Century High School (CHS) is located in Hillsboro, Oregon, United States.

==Academics==
In 2020, 88% of the school's seniors received their high school diploma, and the school has a five-year completion rate of 96%.

===CCP===
Several College and Career Pathway (CCP) learning areas are available at Century, including Health Sciences, Informational Technology, Drafting, Web Design, Civic and Community Services, Business & Marketing, Culinary Arts & Hospitality, FAME (Fine Arts), Early Childhood Education, and Leadership-Student Government. The CCP classes give students time to work on their senior project, which must be completed before they can graduate.

==Extracurricular activities==

===State Championships===

- Girls' Swimming: 2014, 2015
- Softball: 2011
- Speech and Debate: 2008, 2011

===Sports===
Century's softball team competed in the 2010 state championship game, losing to Glencoe. In 2011, the softball team won the state championship, the first team title in any sport for Century.

The school's football team began in 1997 with home games at Hare Field until the 1999 season when Hillsboro Stadium opened. In 2020, the multipurpose grass field at Century High School was renovated with new turf, lighting, and a new scoreboard. They currently play their home games at this field. A second soccer field was added in 2030 to accommodate more teams.

The school's lacrosse team (club sport) currently plays their home games at the same field. They played their home games at Hillsboro Stadium until 2020.

In 2014, Century's girls' swimming team took first place in the state of Oregon, the second state championship of any sport in the school.

There have also been several individual triumphs in the state championships in track and field. In 2009, Logan Kotzian won state in both the 100m and 200m dash becoming Century's fastest-ever student.
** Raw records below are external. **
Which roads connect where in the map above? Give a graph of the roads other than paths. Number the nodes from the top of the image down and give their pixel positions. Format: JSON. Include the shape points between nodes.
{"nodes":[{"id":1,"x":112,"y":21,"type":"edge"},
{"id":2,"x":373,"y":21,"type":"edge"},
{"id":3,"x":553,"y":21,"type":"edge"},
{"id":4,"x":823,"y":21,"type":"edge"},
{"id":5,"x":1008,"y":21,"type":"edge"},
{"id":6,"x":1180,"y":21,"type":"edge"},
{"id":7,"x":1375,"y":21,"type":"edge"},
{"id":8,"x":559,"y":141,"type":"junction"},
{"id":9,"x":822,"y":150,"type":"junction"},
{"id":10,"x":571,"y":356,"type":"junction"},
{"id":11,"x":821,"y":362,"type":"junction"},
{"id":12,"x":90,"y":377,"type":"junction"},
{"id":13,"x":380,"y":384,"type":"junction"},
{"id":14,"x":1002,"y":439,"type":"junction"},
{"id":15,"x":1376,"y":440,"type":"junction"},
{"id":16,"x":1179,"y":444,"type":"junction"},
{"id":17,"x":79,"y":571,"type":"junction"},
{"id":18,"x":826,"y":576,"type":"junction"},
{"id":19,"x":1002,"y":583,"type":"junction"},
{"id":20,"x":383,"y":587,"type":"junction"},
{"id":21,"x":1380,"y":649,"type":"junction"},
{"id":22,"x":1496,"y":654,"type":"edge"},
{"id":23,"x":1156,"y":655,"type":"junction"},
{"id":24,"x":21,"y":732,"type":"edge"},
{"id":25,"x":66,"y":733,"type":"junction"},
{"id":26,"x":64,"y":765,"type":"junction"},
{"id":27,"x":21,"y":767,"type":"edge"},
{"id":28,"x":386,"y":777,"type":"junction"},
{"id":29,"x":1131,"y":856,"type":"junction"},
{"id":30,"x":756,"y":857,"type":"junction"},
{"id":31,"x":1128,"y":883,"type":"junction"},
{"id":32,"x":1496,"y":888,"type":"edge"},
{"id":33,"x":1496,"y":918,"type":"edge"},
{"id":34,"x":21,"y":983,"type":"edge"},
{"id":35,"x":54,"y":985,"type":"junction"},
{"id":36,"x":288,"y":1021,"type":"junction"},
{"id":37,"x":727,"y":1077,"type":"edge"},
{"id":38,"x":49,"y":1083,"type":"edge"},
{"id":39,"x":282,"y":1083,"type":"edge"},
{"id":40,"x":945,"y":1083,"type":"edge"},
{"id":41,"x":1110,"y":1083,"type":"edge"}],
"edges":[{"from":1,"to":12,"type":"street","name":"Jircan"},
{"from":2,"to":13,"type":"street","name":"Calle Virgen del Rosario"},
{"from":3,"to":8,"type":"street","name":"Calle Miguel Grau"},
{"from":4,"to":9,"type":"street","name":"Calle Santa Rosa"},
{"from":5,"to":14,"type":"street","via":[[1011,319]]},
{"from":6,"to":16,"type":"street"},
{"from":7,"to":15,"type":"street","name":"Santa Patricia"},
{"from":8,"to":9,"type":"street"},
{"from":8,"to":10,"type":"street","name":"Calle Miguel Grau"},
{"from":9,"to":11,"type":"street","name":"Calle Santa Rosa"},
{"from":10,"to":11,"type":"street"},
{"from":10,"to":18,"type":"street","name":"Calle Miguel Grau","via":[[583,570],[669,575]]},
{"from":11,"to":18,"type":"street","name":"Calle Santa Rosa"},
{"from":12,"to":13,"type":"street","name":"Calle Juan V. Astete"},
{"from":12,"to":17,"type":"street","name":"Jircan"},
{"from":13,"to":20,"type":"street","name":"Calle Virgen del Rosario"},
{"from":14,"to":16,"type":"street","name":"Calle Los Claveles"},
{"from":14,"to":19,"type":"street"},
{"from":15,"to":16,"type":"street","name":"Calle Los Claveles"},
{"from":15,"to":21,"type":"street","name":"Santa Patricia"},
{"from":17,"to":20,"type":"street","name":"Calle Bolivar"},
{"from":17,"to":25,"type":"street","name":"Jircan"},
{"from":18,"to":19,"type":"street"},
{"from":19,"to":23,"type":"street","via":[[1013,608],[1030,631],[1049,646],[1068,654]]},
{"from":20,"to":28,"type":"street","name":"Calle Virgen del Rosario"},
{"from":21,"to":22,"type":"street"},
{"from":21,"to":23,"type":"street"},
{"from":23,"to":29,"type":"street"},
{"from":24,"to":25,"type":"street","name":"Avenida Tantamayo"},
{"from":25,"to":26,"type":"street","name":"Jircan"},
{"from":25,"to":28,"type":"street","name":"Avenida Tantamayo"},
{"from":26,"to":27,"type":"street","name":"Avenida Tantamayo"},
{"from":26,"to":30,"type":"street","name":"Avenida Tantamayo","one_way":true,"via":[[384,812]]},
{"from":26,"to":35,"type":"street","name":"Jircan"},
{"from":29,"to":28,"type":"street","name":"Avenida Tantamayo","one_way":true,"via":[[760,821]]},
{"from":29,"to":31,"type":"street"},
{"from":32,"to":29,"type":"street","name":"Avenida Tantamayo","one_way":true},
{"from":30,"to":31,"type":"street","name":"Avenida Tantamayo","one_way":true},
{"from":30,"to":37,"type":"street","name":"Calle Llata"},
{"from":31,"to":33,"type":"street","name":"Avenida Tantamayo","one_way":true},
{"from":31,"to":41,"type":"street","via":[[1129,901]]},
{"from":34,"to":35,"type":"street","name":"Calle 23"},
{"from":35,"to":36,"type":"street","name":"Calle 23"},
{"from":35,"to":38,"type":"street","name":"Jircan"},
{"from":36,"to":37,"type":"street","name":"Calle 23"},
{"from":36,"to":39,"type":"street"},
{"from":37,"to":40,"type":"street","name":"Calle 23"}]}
In 2012, Century placed first in women's long jump, second in women's high jump, and second in women's pole vault.

Century high school also has teams in cheerleading, cross country, dance, soccer, volleyball, wrestling, basketball, baseball, golf, and tennis.

===Arts===
The arts department at Century has several bands, a group musical, a choir, and JagTV journalism, among other programs. The marching band participates in many parades. There was a theater program, known as the Century Theater Company, but this was defunded and removed in 2025.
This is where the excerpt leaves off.